*Problem*. Please restate, word for word, the lines below that begin at the one with "Input: one rendered" and end at the one with "What data does". Leave out all other lines.

*Provided data*.
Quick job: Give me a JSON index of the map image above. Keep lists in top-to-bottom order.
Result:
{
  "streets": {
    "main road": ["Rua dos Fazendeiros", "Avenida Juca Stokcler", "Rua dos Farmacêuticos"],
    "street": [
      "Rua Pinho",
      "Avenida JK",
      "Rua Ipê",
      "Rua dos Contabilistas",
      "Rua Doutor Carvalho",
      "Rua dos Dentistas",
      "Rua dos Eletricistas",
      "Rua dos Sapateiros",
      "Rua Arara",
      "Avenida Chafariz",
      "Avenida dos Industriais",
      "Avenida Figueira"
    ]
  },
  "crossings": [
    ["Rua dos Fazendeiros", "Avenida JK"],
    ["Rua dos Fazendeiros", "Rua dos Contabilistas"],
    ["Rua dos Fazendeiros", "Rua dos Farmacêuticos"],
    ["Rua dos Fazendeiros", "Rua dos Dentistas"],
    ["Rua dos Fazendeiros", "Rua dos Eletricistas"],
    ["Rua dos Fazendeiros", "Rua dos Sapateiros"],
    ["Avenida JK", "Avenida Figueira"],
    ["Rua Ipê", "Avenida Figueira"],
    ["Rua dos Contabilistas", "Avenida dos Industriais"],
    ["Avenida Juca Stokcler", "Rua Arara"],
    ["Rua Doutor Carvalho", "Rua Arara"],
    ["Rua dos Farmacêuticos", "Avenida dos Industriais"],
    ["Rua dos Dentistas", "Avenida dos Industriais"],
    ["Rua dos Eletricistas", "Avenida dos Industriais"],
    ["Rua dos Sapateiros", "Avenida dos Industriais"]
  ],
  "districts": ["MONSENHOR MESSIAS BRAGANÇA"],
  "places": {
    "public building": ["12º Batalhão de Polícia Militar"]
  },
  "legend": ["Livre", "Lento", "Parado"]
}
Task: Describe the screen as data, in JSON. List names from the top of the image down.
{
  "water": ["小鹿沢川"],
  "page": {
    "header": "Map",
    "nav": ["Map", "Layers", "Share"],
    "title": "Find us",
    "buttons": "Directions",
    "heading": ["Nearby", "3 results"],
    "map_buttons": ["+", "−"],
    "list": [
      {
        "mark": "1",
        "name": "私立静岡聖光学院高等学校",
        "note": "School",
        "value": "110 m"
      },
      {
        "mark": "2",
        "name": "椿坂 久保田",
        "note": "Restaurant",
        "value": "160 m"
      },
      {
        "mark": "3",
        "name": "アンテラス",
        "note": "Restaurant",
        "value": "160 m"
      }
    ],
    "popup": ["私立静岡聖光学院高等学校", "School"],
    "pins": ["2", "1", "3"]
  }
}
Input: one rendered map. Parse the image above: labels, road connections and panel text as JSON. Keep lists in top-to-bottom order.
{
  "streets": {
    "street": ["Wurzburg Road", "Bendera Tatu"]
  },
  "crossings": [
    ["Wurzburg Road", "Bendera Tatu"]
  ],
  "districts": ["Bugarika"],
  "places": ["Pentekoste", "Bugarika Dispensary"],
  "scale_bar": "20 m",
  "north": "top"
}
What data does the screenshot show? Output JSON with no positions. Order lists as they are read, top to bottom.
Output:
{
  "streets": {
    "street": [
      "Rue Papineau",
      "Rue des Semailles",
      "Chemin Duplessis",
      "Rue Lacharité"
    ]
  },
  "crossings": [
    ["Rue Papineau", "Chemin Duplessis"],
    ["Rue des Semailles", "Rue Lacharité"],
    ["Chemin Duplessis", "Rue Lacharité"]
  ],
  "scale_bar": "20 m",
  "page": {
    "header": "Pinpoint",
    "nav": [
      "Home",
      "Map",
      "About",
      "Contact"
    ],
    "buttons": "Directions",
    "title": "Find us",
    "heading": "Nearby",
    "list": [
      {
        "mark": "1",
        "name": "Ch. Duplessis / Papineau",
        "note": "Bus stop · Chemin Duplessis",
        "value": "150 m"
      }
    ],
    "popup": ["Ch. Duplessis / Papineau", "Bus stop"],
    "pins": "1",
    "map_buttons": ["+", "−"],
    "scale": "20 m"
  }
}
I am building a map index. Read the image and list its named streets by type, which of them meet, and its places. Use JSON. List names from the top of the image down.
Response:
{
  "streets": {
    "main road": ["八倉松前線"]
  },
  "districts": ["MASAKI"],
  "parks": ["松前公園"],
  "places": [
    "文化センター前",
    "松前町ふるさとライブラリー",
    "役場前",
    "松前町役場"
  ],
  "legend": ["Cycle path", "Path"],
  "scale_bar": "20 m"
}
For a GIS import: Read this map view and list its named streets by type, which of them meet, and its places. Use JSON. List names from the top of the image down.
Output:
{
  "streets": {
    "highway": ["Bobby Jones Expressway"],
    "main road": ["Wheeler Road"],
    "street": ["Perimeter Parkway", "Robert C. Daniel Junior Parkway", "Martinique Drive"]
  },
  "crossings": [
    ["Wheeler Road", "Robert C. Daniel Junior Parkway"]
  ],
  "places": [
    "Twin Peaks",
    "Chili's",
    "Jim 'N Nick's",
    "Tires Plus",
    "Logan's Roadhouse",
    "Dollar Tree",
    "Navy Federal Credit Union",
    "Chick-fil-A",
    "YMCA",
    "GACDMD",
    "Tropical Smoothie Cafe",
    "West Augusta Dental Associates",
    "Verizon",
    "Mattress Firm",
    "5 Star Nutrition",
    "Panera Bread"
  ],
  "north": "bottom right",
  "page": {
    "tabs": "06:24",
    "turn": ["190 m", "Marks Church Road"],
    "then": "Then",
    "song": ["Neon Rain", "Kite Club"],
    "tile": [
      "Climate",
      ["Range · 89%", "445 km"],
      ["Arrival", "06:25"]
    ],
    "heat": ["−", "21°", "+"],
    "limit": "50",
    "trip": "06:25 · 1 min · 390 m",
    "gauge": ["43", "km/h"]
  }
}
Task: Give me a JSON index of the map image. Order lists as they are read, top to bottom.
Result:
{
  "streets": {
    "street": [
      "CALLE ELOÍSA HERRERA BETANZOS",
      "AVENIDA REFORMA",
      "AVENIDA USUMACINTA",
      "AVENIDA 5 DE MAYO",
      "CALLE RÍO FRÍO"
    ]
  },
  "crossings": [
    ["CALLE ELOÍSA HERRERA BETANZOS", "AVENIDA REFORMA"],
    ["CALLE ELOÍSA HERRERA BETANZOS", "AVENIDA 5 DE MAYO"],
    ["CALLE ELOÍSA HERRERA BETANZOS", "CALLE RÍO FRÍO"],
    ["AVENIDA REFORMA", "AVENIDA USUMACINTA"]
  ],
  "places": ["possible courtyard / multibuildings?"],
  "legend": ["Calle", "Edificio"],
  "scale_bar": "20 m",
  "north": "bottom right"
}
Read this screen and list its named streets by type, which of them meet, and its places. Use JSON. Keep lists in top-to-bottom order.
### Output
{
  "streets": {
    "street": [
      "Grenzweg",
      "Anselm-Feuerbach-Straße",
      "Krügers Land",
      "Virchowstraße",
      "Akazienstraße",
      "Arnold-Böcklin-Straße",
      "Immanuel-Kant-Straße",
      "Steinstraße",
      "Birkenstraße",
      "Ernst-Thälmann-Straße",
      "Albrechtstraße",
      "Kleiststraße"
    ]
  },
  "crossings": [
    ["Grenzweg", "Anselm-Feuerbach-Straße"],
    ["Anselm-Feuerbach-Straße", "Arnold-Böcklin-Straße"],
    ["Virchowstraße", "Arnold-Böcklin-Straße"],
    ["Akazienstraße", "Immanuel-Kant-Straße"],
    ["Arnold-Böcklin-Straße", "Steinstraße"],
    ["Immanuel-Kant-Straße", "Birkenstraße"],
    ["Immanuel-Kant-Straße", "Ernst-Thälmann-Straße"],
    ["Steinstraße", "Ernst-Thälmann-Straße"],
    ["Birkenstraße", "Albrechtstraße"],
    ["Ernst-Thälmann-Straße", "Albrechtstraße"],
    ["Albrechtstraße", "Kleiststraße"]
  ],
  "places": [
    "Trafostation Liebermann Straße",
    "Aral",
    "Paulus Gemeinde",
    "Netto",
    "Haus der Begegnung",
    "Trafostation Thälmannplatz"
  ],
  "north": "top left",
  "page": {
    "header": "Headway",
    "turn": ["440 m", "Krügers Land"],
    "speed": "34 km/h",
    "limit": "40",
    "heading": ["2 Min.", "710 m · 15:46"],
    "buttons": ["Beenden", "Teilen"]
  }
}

*Your solution*.
Input: one rendered map. Parse the image above: labels, road connections and panel text as JSON. Keep lists in top-to-bottom order.
{
  "streets": {
    "street": ["Wurzburg Road", "Bendera Tatu"]
  },
  "crossings": [
    ["Wurzburg Road", "Bendera Tatu"]
  ],
  "districts": ["Bugarika"],
  "places": ["Pentekoste", "Bugarika Dispensary"],
  "scale_bar": "20 m",
  "north": "top"
}
What data does the screenshot show? Output JSON with no positions. Order lists as they are read, top to bottom.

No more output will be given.